This software is free and open source under [MIT license](./LICENSE.txt).
If anyone demands you to download this software only from their webpage, telegram channel, forces you to delete links, videos, makes copyright claims, you are dealing with scammers.
You need to run them with the necessary parameters and redirect certain traffic with iptables or nftables.
## When it will not work
* If DNS server returns false responses. ISP can return false IP addresses or not return anything
when blocked domains are queried. If this is the case change DNS to public ones, such as 8.8.8.8 or 1.1.1.1.Sometimes ISP hijacks queries to any DNS server. Dnscrypt or dns-over-tls help.
* If blocking is done by IP.
* If a connection passes through a filter capable of reconstructing a TCP connection, and which
follows all standards. For example, we are routed to squid. Connection goes through the full OS tcpip stack, fragmentation disappears immediately as a means of circumvention. Squid is correct, it will find everything as it should, it is useless to deceive him. BUT. Only small providers can afford using squid, since it is very resource intensive. Large companies usually use DPI, which is designed for much greater bandwidth.
## nfqws
This program is a packet modifier and a NFQUEUE queue handler.

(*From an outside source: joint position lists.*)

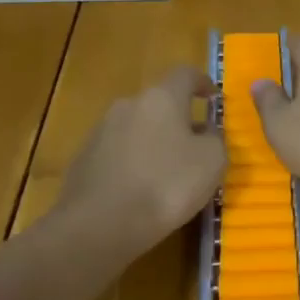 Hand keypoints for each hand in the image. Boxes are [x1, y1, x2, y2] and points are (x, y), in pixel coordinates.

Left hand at [57, 67, 226, 253]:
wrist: (100, 225)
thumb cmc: (166, 185)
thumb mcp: (212, 162)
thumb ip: (215, 139)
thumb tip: (207, 131)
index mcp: (161, 98)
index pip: (185, 74)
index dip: (203, 83)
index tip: (213, 98)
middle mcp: (128, 105)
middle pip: (159, 103)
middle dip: (178, 119)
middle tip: (195, 144)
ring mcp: (101, 131)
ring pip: (137, 128)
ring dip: (154, 142)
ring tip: (168, 172)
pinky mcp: (84, 159)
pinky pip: (118, 153)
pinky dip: (133, 163)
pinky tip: (140, 190) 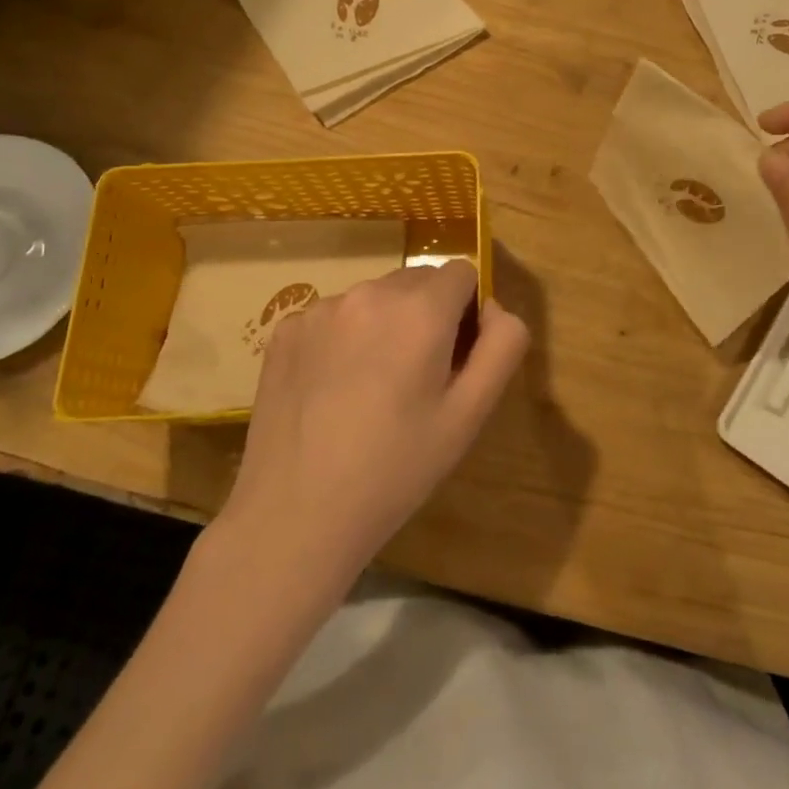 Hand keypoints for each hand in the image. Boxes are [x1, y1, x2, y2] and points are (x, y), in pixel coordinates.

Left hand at [223, 261, 528, 588]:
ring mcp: (321, 309)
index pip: (461, 273)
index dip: (467, 311)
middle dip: (427, 315)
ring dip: (384, 324)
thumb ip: (502, 345)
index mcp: (420, 310)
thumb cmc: (396, 469)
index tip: (454, 358)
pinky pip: (333, 317)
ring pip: (374, 298)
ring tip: (371, 389)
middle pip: (417, 281)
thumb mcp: (470, 415)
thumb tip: (492, 307)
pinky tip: (331, 390)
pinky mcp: (286, 330)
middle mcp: (370, 293)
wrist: (295, 515)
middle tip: (415, 380)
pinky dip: (343, 339) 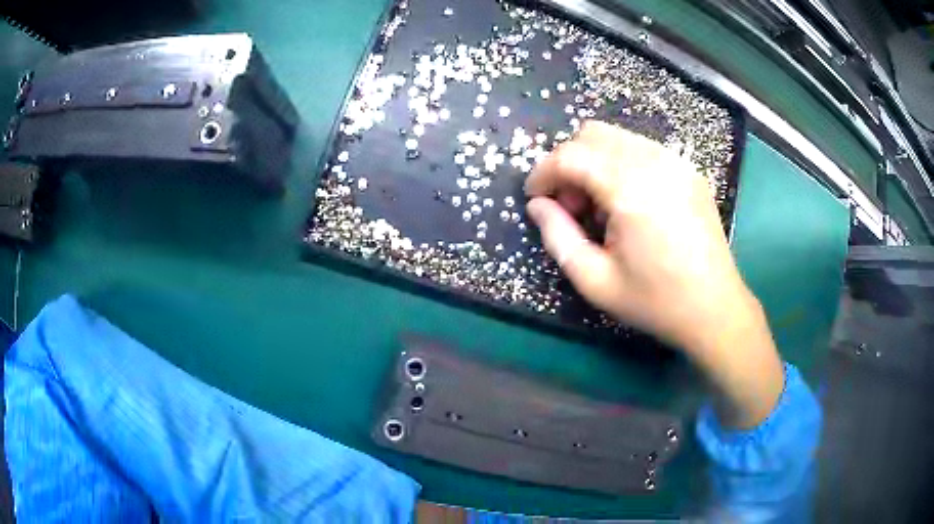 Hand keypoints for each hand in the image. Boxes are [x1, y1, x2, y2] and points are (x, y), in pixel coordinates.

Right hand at [525, 121, 783, 427]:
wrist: (714, 307)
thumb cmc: (655, 301)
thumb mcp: (595, 281)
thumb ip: (557, 237)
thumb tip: (537, 206)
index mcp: (630, 189)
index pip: (571, 155)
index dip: (543, 172)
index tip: (534, 198)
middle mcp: (654, 162)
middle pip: (592, 134)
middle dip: (569, 163)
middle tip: (570, 205)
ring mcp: (676, 162)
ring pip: (617, 137)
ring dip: (594, 162)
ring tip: (599, 207)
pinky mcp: (688, 169)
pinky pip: (641, 148)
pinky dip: (620, 164)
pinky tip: (628, 202)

--dpi-desync-udplen-increment=<int> ; increase or decrease udp packet length by N bytes (default 2). negative values decrease length.

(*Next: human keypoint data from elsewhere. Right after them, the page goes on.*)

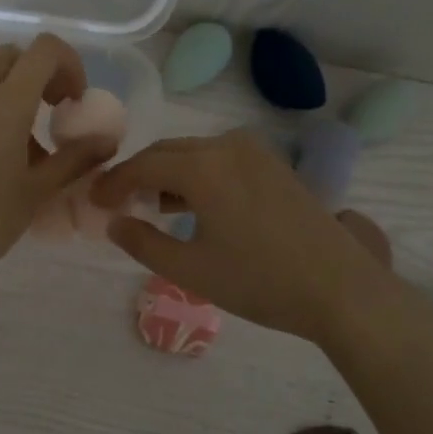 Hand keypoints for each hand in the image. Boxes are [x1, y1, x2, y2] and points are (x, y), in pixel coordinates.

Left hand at [0, 34, 114, 297]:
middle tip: (43, 116)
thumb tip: (106, 140)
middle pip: (7, 58)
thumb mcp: (37, 193)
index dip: (67, 64)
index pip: (43, 50)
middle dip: (32, 76)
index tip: (71, 101)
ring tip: (2, 155)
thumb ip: (75, 159)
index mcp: (4, 106)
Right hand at [90, 129, 407, 344]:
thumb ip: (144, 244)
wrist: (339, 287)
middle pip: (167, 152)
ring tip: (149, 208)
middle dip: (138, 175)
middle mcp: (227, 146)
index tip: (93, 202)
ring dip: (167, 175)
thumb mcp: (191, 270)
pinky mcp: (273, 165)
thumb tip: (114, 223)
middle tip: (115, 203)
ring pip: (194, 153)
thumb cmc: (259, 281)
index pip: (142, 165)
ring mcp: (255, 152)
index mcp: (202, 166)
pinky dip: (196, 176)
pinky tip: (190, 206)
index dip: (113, 183)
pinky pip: (219, 160)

--dpi-desync-udplen-pattern=<filename>|0xHEX ; udp tail fill pattern
--dpi-desync-start=[n|d|s]N ; apply dpi desync only to packet numbers (n, default), data packet numbers (d), relative sequence (s) greater or equal than N
--dpi-desync-cutoff=[n|d|s]N ; apply dpi desync only to packet numbers (n, default), data packet numbers (d), relative sequence (s) less than N
--hostlist=<filename> ; apply dpi desync only to the listed hosts (one host per line, subdomains auto apply, gzip supported, multiple hostlists allowed)
--hostlist-exclude=<filename> ; do not apply dpi desync to the listed hosts (one host per line, subdomains auto apply, gzip supported, multiple hostlists allowed)
--hostlist-auto=<filename> ; detect DPI blocks and build hostlist automatically
--hostlist-auto-fail-threshold=<int> ; how many failed attempts cause hostname to be added to auto hostlist (default : 3)
--hostlist-auto-fail-time=<int> ; all failed attemps must be within these seconds (default : 60)
--hostlist-auto-retrans-threshold=<int> ; how many request retransmissions cause attempt to fail (default : 3)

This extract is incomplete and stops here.